A digging bar is the only way I've ever built fence. 15lb. steel bar with a sharpened squared off section at one end. Any chance you couldmake that area a pond?


----------



## slowzuki

Here you some times have to rock in posts in swamp, page wire is bad in swamp if you have a turn too, just pulls the posts out over time no matter what.


----------



## ontario hay man

It is a turn around a pond. I was going to let them into the pond area put grandpa owns that piece and put an end to that. Bit of a piss off. It would take 50 feet on high flat ground if i could let them in opposed to 500 feet around the thing.


----------



## carcajou

Any chance you could go with high tensile over the swamp? Set a few long posts at the corners?


----------



## ontario hay man

I might have to resort to that. Im doing the rest of the farm with page wire because im absolutely sick of electric fence. The weeds grow up and ground it out and i have no time to trim it. The cows have been out more times this year then they have in 20. Im done with electric.


----------



## ontario hay man

So i have a digging bar after i google what they look like. Just never called it that. So just chip away at the hole with it til its deep enough instead of digging by hand? would one of those hand post hole diggers help?


----------



## carcajou

When i have to fence through swampy, wetter areas i usually go around them in the summer with temp fencing. I go back in the winter after the ground is frozen on top and screw in piles with the skid steer. About the only way i know to keep them in the ground, posts just push back up and need attention every other year or so. A piling screwed down 5 ft seems to stay put. My yearlings don't seem to respect a barb wire/page wire fence till i get them trained to a very hot wire, then damn near anything will keep them in.


----------



## ontario hay man

Its normally passable with machinery. This year has just been so wet we have no shot. Maybe i should just see what next year brings.


----------



## carcajou

And we are having the hottest, most dry summer ever. Go figure.


----------



## ontario hay man

If you send that hot weather on a one way trip east we might be able to git r dun next month.


----------



## swmnhay

REA and pole barn builders have gone to using pea rock around posts.Probably work in your situation also??


----------



## ontario hay man

Ya i could try that. I was thinking stones about an inch or 2. Maybe i will get lucky and it will dry up some. It was dry for a week in july then a 3 inch rain screwed that plan lol. I wonder how one of those ice fishing augers would work?


----------



## IHCman

I don't think I'd try an ice auger to dig the holes.

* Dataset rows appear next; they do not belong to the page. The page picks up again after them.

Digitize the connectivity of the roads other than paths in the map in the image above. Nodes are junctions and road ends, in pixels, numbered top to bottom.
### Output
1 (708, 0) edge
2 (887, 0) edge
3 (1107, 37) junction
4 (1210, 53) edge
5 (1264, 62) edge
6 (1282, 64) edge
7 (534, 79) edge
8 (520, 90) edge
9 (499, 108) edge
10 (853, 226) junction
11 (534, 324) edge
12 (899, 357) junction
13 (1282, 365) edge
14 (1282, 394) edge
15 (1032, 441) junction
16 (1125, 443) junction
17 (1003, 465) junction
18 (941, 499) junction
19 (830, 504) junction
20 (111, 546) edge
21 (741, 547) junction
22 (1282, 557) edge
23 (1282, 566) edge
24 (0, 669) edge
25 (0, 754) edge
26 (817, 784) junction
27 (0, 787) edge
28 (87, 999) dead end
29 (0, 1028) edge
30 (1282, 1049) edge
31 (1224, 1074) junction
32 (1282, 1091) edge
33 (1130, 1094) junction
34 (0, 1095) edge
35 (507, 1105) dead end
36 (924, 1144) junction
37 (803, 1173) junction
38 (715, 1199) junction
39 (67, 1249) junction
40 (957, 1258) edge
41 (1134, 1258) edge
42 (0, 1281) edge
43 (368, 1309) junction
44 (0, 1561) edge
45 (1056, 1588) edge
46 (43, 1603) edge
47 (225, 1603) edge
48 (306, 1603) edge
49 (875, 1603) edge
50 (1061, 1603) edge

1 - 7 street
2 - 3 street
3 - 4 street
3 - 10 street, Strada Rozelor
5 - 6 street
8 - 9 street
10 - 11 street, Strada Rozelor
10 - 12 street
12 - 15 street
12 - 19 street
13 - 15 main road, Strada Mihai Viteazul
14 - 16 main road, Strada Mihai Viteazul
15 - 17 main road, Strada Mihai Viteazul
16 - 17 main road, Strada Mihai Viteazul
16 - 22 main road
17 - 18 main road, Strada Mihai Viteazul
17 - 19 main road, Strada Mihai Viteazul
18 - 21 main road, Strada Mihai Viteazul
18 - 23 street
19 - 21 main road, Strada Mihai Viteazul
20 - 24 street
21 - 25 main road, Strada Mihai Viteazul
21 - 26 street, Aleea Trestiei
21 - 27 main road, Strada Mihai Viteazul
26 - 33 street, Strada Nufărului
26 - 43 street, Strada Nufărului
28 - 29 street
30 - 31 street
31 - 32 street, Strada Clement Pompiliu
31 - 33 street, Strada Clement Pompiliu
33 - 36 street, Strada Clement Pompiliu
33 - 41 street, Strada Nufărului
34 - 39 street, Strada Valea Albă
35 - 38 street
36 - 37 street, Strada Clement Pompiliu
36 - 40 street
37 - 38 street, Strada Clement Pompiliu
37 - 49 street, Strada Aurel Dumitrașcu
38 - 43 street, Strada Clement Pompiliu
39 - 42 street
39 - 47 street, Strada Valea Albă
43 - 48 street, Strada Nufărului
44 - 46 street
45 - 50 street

I don't think the transmission on it is strong enough, might wreck your ice auger.

In the past if I've had to dig a hole in swampy ground I used a spade or a post hole digger. Not much fun digging in mud when it sticks to your digger. Usually packed the post with gravel when done or dry sand.

I spent two summers working for a neighbor that did custom fencing and we drove a few posts in swampy areas with a 14lb maul. Not a lot of fun to stand on an atv trying to keep your balance while swinging that maul.

I've gotten tired of wood posts pushing out in those wet areas and have started building corners out of drill stem. Use a wheatheart post pounder to drive em in. If its too wet to get in with the tractor then I usually wait till it drys out.


----------